しかしそう現実は簡単ではなかった。組織としては、「もし事故が起きたら」「わざわざそこまでしなくても」「仕事の支障を来す」等、責任を取りたくないとなる。ところが近所の学童の責任者である園長先生はとても喜んでくれた。「子供には色々な大人と接することが必要です。学校と親と私たちだけの社会ではダメなんです。そして本気で付き合ってくれるという事を子供はきちんと受け止めるんです。僕たちは良き隣人として歓迎します」と言ってくれたのだ。

僕たちのただの思いだけの活動に対しプロの方々が良き隣人として受け入れてくれる事に僕たちはとても感動した。その言葉に押され、それから僕たちは学童の子供たちと接する事からはじめた。子供たちを少しずつ理解していった。子供たちと付き合うと、気も心も抜けないし大変疲れる。しかし何ともいえない壮快さと、豊かさと元気を貰う事が出来る。関わった皆が満足気になる。「よ〜し、また行くぞ!!」となるのである。自分がこの社会にいる事を痛切に感じる。 

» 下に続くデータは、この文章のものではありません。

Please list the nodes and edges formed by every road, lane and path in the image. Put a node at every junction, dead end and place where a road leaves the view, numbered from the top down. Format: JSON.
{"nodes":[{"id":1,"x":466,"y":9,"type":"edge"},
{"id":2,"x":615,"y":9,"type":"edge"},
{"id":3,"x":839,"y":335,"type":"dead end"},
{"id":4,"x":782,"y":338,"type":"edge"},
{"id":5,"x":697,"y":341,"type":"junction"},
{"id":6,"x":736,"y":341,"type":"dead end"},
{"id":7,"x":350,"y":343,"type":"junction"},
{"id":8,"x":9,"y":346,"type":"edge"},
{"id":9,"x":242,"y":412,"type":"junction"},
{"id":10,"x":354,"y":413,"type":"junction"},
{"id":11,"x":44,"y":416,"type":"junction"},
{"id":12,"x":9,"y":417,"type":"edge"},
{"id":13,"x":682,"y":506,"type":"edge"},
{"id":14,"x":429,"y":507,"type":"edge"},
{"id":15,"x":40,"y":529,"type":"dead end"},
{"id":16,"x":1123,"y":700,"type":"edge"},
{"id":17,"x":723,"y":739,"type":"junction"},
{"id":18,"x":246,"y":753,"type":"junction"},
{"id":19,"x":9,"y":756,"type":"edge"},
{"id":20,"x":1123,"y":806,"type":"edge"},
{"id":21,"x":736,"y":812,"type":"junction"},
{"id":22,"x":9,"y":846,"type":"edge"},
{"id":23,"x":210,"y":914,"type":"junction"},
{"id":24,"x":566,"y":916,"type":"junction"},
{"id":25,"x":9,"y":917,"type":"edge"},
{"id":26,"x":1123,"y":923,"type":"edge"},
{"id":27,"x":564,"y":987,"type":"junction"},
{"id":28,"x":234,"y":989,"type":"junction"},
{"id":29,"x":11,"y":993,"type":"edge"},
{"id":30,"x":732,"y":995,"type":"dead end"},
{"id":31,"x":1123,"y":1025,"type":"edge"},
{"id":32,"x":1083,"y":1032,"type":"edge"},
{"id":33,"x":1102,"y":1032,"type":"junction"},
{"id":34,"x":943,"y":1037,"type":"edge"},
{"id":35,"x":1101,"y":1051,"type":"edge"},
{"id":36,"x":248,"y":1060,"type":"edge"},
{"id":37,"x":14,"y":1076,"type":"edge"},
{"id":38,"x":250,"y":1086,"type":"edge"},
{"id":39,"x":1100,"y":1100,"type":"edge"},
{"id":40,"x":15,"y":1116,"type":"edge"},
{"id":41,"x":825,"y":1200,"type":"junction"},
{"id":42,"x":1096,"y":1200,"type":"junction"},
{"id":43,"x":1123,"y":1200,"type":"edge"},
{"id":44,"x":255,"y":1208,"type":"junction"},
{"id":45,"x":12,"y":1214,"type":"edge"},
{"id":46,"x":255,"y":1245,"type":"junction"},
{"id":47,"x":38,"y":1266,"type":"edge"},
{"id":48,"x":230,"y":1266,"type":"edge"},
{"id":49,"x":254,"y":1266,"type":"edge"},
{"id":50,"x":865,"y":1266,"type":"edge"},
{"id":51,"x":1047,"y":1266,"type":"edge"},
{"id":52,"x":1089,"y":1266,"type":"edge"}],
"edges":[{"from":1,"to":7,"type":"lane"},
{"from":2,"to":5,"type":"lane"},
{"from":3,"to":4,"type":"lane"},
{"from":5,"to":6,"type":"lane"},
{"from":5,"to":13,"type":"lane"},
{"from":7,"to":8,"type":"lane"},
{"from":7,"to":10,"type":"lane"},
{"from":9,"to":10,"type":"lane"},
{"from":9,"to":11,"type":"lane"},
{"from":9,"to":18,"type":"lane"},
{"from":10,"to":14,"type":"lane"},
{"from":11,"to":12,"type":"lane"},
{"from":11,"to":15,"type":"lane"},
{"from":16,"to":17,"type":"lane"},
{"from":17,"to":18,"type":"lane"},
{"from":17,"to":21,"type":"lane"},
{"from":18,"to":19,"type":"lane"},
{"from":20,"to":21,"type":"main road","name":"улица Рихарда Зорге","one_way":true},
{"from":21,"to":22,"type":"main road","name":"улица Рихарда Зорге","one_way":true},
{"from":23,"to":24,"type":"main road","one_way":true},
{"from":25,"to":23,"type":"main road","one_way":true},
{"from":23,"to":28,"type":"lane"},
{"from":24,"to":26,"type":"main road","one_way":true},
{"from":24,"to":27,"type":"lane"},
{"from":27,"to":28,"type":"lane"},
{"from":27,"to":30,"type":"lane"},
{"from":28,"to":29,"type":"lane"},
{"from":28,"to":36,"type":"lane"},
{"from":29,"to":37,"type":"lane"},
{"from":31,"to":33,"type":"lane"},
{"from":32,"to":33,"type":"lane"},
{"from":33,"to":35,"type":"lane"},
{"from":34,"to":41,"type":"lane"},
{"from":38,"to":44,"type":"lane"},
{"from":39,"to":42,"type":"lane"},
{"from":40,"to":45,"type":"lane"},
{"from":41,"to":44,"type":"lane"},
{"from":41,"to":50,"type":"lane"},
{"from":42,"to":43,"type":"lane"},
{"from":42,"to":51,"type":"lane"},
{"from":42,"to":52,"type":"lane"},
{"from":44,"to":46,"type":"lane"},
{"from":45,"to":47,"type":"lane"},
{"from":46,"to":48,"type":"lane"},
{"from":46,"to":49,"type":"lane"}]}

数回の実験というか顔合わせを経て今度は僕たちの会社へ子供たちを招く、そして会社の中で子供たちと学習するという段階になった。こうなると、区の承認が必要である。園長先生の計らいで区の責任者の方と面談をした。起案書や保険などの準備や計画を提出し、異例のスピードで初めての会社での子供のワークショップが実現する運びとなった。
初めての会社見学会はとても刺激的だった。子供を案内する各フロアの部長、そして元気に挨拶する子供たちに皆が仕事中には見られないくらい良い顔をするのである。しかも普段は見られないくらい子どもを前にすると魅力を発揮する人たちばかりである。子どもたちもいつもと違う環境に対してきちんと対応できる度量を持っていることを先生たちもびっくりされた。終わってから会社の誰しもが「良かったな〜〜」という話になった。僕たちが味わった喜びを皆が感じた。
夏休みの間、都合3回のワークショップと交流を行った。納涼祭では宮崎のスギの端材を(海野さんから送ってもらいました)使って木工作を行った。短い時間だったが子供も大人も興奮した出来事になった。子供がいると些細な事も豊かになる。

   
  会場準備   木工教室
子供たちが会社見学に来る前の会場準備
会社見学
  「働く場」を見学する子供たち   学童を訪問し、木工教室を開く
   
 

僕らが何気なく過している環境や出来事は、子供たちに取ってとても素敵で、きらびやかなモノにあふれている本物なのである。その事を僕らは子供たちから学び感動する。子供たちは実社会という大人の世界に接し感動する。本当は昔はもっと実社会が近くにあった、そしてささやかな事に豊かさがあった。そして実社会を通じて面倒だが色々な繋がりがあり支えあっていた。今の世の中だから昔のようにはならない。しかし新しい関係性は構築できる可能性がある。それを見つける事が我々に課せられていることではなかろうか。会社の仕事にはそんなのもは求められていないし、存在しない。しかし社会にはそんなものが必要なのである。国がやるのか、NPOがやるのか?そうではない。そう!「そういうあなたがやれば良いのだ。」これから僕らの、いや皆の色々な経験と苦労と知恵が新たなモノや事をつくるに違いない、企業はその責任の一端を社会の中で確実に担っている。うまいもんだけでは困るのだ、人は食うだけでは生きられないのだ。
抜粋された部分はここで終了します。